Он на секунду остановился и взглянул в сторону кузена.
— Робертсоны с холмов, разумеется, не имеют ничего общего с Робертсонами с высокогорья?
— Конечно, нет, — кивнул Джилз и посмотрел умудренным взглядом епископа Йоркского. — Я никогда бы не перепутал их, по крайней мере, в этой жизни.
— Вот все, что я знаю от моего адвоката: шотландцев мужчин, способных претендовать на наследство, точно не осталось. У графа был только один сын, который умер в 1795 году и оставил трех дочерей.
Мистер Брэйдстон деликатно зевнул, прикрывая рот белой рукой.
— Древняя история так скучна, не правда ли, мистер Эдвард? Хорошо, что Ян так быстро довел повествование до наших дней. Я думаю, ты не скажешь Фелисити об этих трех женщинах? Это, наверное, расстроит девушку, так же как расстроило бы ее маму.
— Не волнуйся за Фелисити. Все эти «три женщины», как ты их назвал, еще совсем девочки. По крайней мере, так написала моя бабушка.
Эдвард Мулхауз произнес с недоверием:
— Старуха еще жива? Она, должно быть, так стара, что видела живого Иисуса.
— Очень даже жива. Ей около семидесяти, или восьмидесяти, или около ста, черт его знает.
Мистер Брэйдстон поднялся с места. На лице его было написано сострадание.
— Бедный Ян. Ему придется стать сиделкой у старухи, из которой песок сыплется, и нянькой для троих детей. Ладно, мне пора идти, господа. Я бросаю Эдварда на произвол судьбы, выслушивать твои бредни, Ян.
— Что, Джилз, тебя ожидает примерка нового пиджака?
— Да. Я хочу увидеть, как будет смотреться красновато-коричневый с золотыми пуговицами. На этот раз я заказал пуговицы особой формы.
Затем Джилз повернулся к Эдварду.
— Зайдите как-нибудь ко мне на Брук-стрит. Ян ведь уезжает в Шотландию в конце недели. Ян, я думаю, мы еще увидимся до твоего отъезда? Надеюсь, ты неплохо проведешь время в Шотландии.
Как только Джилз вышел за дверь, Эдвард произнес:
— Со времен Куллодена не прошло и пятидесяти лет. Меня не удивляет, что шотландцы с подозрением относятся к своим английским соседям.
Герцог тихо сказал:
— Я думал об этом, Эдвард, и решил взять с собой только Мэбли. Как бы они плохо ни относились к англичанам, я бы не советовал им попадаться у меня на пути. Я еду с десятью хорошо вооруженными слугами и с обозом. Черт бы побрал Джилза! Послушать его, так действительно никто, кроме старой вдовы и троих детей, не ждет меня в этом замке. Ладно, хватит о моих делах. Скажи-ка мне лучше, Эдвард, где собираешься побывать в Лондоне?

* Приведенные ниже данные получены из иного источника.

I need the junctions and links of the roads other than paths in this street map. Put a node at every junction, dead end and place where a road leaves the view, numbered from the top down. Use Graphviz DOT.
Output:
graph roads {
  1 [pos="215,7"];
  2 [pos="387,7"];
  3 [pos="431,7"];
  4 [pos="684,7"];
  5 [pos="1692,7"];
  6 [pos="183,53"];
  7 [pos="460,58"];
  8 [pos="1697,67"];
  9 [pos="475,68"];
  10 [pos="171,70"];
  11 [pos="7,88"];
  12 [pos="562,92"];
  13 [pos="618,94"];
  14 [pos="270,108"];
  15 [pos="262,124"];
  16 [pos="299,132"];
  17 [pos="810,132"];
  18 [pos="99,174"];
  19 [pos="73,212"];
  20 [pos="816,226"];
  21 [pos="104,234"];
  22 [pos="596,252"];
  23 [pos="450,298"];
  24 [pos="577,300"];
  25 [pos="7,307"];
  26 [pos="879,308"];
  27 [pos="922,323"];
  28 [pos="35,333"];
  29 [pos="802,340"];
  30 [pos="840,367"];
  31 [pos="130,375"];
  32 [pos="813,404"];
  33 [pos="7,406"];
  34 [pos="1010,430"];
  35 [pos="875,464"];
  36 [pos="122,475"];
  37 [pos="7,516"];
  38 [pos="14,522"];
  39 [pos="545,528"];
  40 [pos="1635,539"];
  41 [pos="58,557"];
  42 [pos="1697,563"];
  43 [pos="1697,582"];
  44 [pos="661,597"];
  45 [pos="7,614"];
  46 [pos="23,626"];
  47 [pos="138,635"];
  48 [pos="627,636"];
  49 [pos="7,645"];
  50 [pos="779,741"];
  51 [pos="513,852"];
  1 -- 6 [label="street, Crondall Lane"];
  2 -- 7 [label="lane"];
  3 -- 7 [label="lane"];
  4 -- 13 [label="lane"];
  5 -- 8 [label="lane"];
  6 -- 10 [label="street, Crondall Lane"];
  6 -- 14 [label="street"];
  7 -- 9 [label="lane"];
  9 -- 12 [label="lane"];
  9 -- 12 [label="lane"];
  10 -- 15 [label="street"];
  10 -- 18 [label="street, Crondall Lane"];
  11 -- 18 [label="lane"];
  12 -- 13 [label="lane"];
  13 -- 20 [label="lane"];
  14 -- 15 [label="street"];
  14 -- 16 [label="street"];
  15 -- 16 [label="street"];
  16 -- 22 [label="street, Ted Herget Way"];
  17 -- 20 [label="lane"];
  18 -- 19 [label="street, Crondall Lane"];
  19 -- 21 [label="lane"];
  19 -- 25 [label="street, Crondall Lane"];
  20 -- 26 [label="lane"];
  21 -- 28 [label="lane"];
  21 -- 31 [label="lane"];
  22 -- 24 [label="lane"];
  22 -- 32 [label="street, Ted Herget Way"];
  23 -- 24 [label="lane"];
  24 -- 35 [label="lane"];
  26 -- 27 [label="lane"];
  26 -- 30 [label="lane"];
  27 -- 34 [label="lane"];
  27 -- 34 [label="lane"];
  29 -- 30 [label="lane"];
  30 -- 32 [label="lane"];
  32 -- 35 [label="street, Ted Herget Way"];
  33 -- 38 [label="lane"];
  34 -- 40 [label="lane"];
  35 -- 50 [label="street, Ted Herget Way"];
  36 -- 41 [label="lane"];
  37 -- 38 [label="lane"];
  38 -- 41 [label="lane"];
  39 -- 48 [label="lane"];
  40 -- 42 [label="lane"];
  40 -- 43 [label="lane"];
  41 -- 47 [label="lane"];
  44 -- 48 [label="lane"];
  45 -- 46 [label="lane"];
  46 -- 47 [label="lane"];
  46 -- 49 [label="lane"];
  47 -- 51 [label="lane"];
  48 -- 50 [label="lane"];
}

Эдвард моментально зачитал список. Он был огромен, потому что доктору редко и недолго приходилось бывать в Лондоне.
— Господи, Эдвард, — удивленно произнес герцог, когда его друг замолчал, — эдак я до самого Пендерлига не оправлюсь от похмелья.
Эдвард понимающе улыбнулся. Суффолк — уютный уголок, но там доктору не хватало вечеринок и дебошей.
— Да, до Шотландии будешь за головушку держаться, — радостно завершил Эдвард и поднял стаканчик шерри в честь своего друга.
— Черт, а это было бы забавно. За это можно будет заплатить похмельем. Ты ведь доктор и, я думаю, поможешь мне перенести предстоящие мучения.
— К сожалению, это не в моих силах, — обрадовался Эдвард. — Сейчас около четырех часов дня. Наверное, уже стоит подумать о вечере?